5 of the Best Exercises for Improving Posture 

If you are older and have posture issues or risk factors such as low bone density or muscle loss, you may want to work with a personal trainer to strengthen your body. Working with a qualified professional reduces the risk of injury because they can spot you in difficult exercises as well as correct your form, thereby helping you stay safe. Here are five activities that improve your posture by targeting core and back muscle groups.  

1. Resistance Bands 

This style of strength training employs a stretchy elastic to introduce more resistance. Resistance bands force the body to use additional power to complete the movement, which engages your muscles more actively. Resistance bands are ideal for seniors as they can have the benefits of weight training without the same risk of falling or injury.

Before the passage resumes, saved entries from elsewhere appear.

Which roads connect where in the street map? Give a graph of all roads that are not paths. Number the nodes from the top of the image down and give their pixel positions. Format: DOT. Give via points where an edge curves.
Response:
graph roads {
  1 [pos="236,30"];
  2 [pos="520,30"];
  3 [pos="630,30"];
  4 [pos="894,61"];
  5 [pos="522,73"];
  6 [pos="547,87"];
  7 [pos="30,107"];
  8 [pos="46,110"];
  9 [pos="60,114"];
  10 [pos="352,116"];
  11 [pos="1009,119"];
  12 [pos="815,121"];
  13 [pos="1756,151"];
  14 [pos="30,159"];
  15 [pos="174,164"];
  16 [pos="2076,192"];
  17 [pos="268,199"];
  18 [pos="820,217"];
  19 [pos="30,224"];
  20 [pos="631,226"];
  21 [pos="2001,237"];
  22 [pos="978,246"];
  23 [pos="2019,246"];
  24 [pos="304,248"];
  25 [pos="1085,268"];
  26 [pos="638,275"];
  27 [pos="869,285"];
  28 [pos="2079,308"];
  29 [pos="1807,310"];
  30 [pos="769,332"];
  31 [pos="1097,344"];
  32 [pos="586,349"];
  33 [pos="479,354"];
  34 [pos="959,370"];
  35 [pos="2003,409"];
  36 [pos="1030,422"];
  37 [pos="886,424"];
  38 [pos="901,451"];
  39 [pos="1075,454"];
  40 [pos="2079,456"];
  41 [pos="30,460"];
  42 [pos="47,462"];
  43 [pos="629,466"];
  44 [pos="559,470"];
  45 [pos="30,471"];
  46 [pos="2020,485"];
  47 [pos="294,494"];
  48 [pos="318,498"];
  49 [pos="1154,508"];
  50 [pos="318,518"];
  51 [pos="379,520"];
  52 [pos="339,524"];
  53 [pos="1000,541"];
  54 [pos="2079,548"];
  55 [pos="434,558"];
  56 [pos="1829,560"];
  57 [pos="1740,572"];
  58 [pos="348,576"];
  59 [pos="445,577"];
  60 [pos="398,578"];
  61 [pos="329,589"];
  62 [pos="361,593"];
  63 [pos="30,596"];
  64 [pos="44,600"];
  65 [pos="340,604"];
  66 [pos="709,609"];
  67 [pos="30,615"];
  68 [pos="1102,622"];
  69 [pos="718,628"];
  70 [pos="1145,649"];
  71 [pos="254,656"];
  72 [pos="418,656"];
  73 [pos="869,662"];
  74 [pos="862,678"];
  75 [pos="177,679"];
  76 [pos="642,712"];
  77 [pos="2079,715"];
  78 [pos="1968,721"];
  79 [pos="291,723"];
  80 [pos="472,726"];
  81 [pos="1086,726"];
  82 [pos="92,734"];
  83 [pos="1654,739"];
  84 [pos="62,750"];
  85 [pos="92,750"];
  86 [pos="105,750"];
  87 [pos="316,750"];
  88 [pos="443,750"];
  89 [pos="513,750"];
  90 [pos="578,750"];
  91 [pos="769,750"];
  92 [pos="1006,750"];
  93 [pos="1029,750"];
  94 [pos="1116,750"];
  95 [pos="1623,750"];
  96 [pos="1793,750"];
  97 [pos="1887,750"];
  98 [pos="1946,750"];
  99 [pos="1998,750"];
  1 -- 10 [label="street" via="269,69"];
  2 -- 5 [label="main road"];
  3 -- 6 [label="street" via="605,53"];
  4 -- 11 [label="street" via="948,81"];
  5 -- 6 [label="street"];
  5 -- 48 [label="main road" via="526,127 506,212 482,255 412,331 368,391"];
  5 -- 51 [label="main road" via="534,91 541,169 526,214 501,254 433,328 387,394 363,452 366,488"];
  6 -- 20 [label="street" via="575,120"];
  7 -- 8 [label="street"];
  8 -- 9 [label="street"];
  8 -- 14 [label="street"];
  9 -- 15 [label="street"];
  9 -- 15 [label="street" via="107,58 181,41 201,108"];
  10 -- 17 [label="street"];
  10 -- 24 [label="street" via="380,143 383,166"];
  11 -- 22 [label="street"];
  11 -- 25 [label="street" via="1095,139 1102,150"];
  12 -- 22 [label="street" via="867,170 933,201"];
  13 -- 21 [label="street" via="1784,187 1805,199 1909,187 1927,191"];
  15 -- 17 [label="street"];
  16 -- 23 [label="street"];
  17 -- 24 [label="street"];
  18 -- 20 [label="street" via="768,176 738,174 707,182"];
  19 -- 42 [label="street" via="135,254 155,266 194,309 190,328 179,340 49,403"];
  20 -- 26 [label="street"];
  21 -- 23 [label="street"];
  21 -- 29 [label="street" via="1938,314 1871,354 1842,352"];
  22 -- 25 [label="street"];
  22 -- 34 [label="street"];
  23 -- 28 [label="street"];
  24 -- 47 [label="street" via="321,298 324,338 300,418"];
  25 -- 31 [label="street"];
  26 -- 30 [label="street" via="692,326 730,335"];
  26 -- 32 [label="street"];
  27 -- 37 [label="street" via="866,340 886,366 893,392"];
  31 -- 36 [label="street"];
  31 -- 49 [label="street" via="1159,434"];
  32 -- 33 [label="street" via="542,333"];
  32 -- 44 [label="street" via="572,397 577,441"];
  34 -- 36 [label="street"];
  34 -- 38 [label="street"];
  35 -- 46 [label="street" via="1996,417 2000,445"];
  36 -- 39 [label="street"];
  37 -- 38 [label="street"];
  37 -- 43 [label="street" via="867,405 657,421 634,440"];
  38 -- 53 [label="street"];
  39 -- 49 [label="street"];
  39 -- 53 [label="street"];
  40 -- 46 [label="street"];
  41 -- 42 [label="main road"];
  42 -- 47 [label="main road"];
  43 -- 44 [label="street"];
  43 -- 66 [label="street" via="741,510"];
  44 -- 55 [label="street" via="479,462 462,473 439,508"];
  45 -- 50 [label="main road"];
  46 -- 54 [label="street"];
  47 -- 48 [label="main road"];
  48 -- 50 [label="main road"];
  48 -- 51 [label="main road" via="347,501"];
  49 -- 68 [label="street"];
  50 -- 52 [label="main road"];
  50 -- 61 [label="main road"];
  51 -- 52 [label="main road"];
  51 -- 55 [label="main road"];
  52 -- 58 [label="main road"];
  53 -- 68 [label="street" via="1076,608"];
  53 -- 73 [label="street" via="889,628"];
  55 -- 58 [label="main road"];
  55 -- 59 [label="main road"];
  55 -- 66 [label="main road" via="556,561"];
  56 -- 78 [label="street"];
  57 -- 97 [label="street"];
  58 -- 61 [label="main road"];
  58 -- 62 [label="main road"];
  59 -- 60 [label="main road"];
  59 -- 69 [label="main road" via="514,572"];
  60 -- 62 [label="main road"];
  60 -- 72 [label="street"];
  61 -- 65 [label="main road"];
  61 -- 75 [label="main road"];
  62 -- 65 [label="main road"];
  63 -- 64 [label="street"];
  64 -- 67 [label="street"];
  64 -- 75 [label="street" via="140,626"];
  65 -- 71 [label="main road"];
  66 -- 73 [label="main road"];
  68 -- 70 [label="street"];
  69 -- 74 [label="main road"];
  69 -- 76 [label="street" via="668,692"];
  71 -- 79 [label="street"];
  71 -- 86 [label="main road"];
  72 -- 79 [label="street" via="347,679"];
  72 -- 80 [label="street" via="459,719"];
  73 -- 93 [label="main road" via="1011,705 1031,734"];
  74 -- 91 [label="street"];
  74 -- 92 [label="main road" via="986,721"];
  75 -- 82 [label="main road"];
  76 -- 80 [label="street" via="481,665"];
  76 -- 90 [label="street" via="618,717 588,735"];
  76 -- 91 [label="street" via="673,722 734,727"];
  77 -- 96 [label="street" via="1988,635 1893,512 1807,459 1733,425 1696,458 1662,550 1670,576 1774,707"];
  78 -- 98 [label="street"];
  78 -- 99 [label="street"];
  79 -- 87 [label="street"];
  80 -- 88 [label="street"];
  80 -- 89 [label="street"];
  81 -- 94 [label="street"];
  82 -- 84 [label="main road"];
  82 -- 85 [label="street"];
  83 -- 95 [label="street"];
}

Standing and pulling resistance bands can activate core and back muscles, which help keep your body upright.  

2. Yoga  

Numerous low-impact yoga positions may help improve spinal flexibility. The bridge pose begins with you on your back and your knees bent up and together. Place your hands at your hips, then clasp them together making a fist under your glutes. From there, lift your chest up, forming a bridge with your spine. Hold this pose for three breaths, and then slowly release back down. Another helpful position is the cobra. This position begins with you on your belly with your hands palm down next to your shoulders. Then, push your hands against the floor, lifting your head and chest but it’s keeping your belly and legs on the floor. This movement strengthens the back muscles. 

3. Bird Dogs 

This exercise challenges your core and helps your balance. Start with your knees and hands on the floor. Your hands should align with your shoulders and your knees with your hips. From there, stretch your left arm forward past your head and extend your right leg back. After holding this position for a few seconds, you can alternate sides. Keeping your core engaged will keep your back flat and prevent hip rotation.  

4. Chin Tuck 

Chin tucks engage the upper neck muscles that support your cervical vertebra and prevent your head posture from generating. During a chin tuck, move your head back while tucking your chin toward your chest. You can use your hands to guide your chin back if that helps. Chin tucks can be done while sitting or standing.  

5. Walking 

Walking engages all parts of the body and strengthens the muscles that support your spine. Try to maintain good posture throughout the walk by looking forward and keeping your shoulders down.